Ils les dominent en leur imposant une langue et une religion. Comme le fait remarquer
judicieusement Winston Churchill au sujet de cette
idéologie fataliste, liberticide, qui mine
l’esprit de liberté et de créativité. Tout simplement néfaste à l’humanité.

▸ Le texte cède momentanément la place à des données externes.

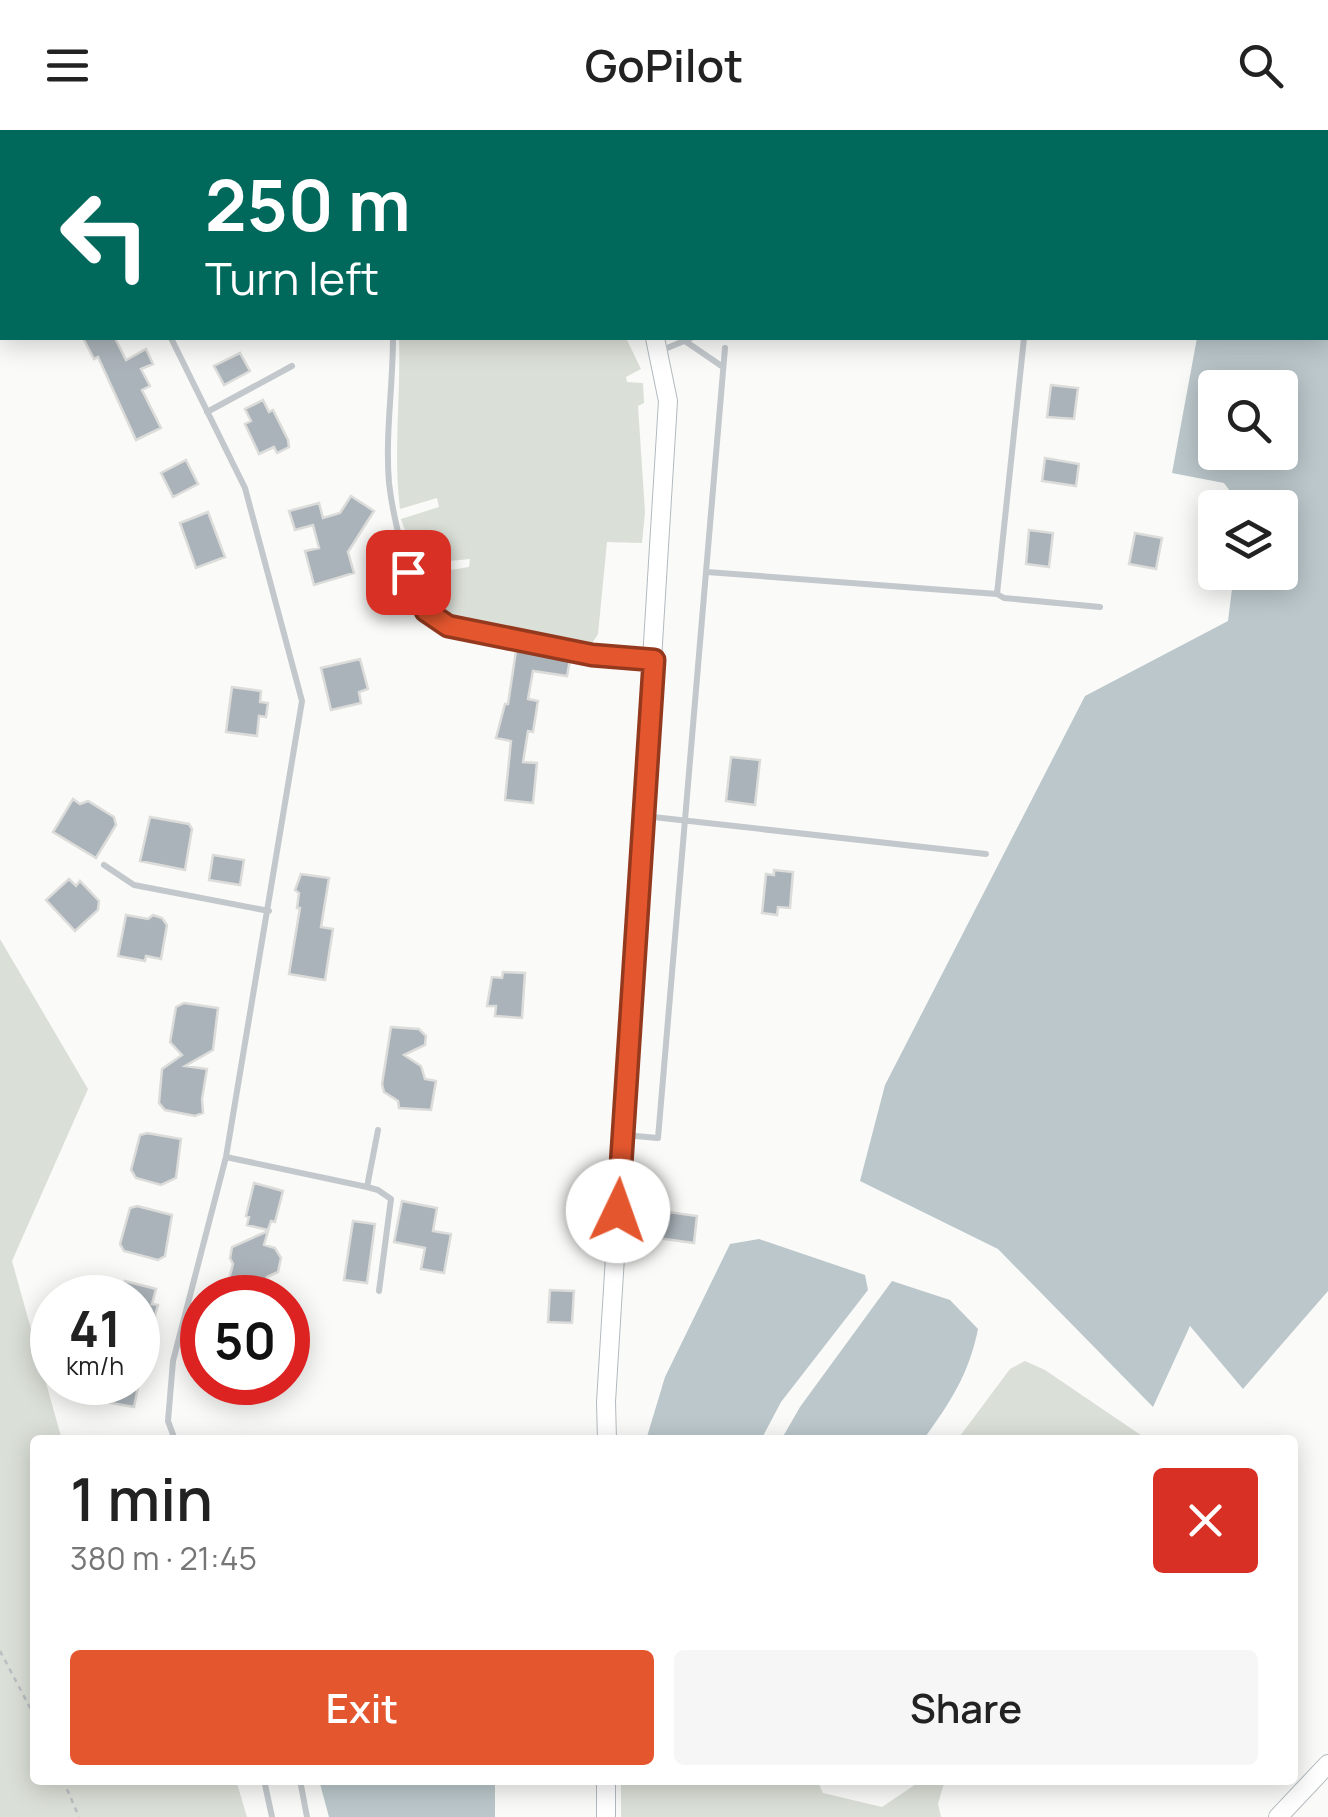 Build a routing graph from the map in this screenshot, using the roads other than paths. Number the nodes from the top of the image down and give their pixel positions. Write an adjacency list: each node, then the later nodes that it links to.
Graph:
1 (172, 340): 9 (lane)
2 (393, 340): 13 (lane)
3 (689, 340): 8 (lane)
4 (1024, 340): 11 (lane)
5 (658, 344): 13 (main road)
6 (725, 348): 8 (lane)
7 (292, 366): 9 (lane)
8 (724, 368): 10 (lane)
9 (208, 412): 18 (lane)
10 (706, 572): 11 (lane); 15 (lane)
11 (997, 594): 12 (lane)
12 (1100, 607)
13 (654, 660): 14 (main road)
14 (644, 816): 15 (lane); 20 (main road)
15 (686, 819): 16 (lane); 20 (lane)
16 (986, 854)
17 (104, 866): 18 (lane)
18 (268, 911): 21 (lane)
19 (378, 1130): 22 (lane)
20 (623, 1135): 25 (main road)
21 (226, 1157): 22 (lane); 24 (lane)
22 (367, 1187): 23 (lane)
23 (378, 1291)
24 (173, 1435)
25 (607, 1435)
26 (1328, 1764): 33 (main road)
27 (265, 1785): 30 (lane)
28 (301, 1785): 31 (lane)
29 (606, 1785): 32 (main road)
30 (272, 1817)
31 (308, 1817)
32 (606, 1817)
33 (1278, 1817)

« Il y a cette craintive apathie fataliste. Les effets sont
évidents dans beaucoup de pays quand on regarde l’agriculture négligée, les
méthodes surannées du
commerce ou l’insécurité de la propriété qui existent là où les ouailles du
prophète règnent ou vivent. »
Ont-ils au moins lu
un jour Ibn Khaldoun,
ce dont il est à douter avec leur allergie maladive à la lecture à laquelle ils
consacrent en moyenne 4 minutes par an d’une part et d’autre part à la censure
de sa pensée comme celle des penseurs dits musulmans rationalistes ? Ibn Khaldoun devrait
leur servir de catalyseur pour rompre avec l’arabité,
mais ils préfèrent s’arc-bouter à une
branche des plus pourries de l’arbre du savoir universel; glorifiant et
encensant ce qui ne doit pas l’être, méprisant, stigmatisant, haïssant,
maudissant ce qui est sa sève identitaire, en l’occurrence leurs racines amazighens et plurielles qui se
perdent dans les temps immémoriaux.
En idéalisant les arabes, ils font preuve de déni de soi et du
complexe de l’esclave pour son maître.
Leur modèle est Mahomet, ils vénèrent ses compagnons auxquels ils
veulent s’identifier, salaf, vouant un véritable culte à Omar Al Khatab,
le Calife qui a donné l’ordre d’incendier la bibliothèque d’Alexandrie et les
livres persans.
Sourds aux mises en garde d’Ibn Khaldoun sur la haute
nocivité de cette culture bédouine et barbare, propagée par des pillards
dévastateurs et marchands d’esclaves, pédophilies, violeurs, destructeurs,
vandalisant et brûlant tout sur leur passage rendant la terre impropre à la vie,
pour en faire un paysage lunaire :
« Tout pays conquis par les Arabes est bientôt ruiné. […]
Sous leur domination la ruine envahit tout. […]; l’ordre établi se dérange et
la civilisation recule. Ajoutons que les Arabes négligent tous les soins du
gouvernement; ils ne cherchent pas à empêcher les crimes; ils ne veillent pas à
la sûreté publique; leur unique souci c’est de tirer de leurs sujets de
l’argent, soit par la violence, soit par des avanies. Pourvu qu’ils parviennent
à ce but, nul autre souci ne les occupe. Régulariser l’administration de l’Etat, pourvoir
au bien-être du peuple…, et contenir les malfaiteurs sont des occupations
auxquelles ils ne pensent même pas […]; aussi les sujets … restent à peu près
sans gouvernement, et un tel état de choses détruit également la population
d’un pays et sa prospérité. »
Atteints de cécité mentale et d’incurie intellectuelle, les
nord-africains drapent les arabes dans leur vertu.
Depuis Kateb Yacine plus personne ou presque n’ose interpeller cette identité
importée et mettre à nu ses vraies composantes. On se contente de renvoyer à
cette identité, à l’inscrire en lettres d’or dans les constitutions sans jamais
définir ses caractéristiques majeures et en quoi est-elle indispensable à
l’essor et au réveil de ce peuple plongé dans un profond coma inextricable.
Ibn Khaldoun nous rappelle : « Les Arabes sont une nation sauvage (umma wahshiyya), à la sauvagerie invétérée. La sauvagerie est
devenue leur caractère et leur nature. Ils s’y complaisent, parce qu’elle
signifie qu’ils sont affranchis de toute autorité et de toute soumission au
pouvoir. Mais cette attitude naturelle est incompatible (munafiya) et en contradiction (munâqida) avec la civilisation (‘ùmrân). …De plus, c’est leur nature de piller autrui. Ils trouvent leur
pain quotidien au bout de leurs lances (rizqu-hum fi zilâl rimâ-i-him). Rien ne les arrête pour prendre le bien
d’autrui…
Ils n’ont d’intérêt et d’attention pour un peuple qui aurait pu être ravalé au
rang de rebut de l’humanité, sans l’islam. »
Plutôt que renouer avec leurs vraies origines qui sont leurs véritables racines; plutôt que de s’enorgueillir de Saint-Augustin, de
Koceila, de Diya, d’Hannibal et d’autres figures illustres qui ont marqué
l’histoire de leurs empreintes dont le christianisme, ils veulent s'identifier à leur colonisateur arabe, oubliant tous les autres "colonisateurs" et l'héritage qu'ils en ont reçu.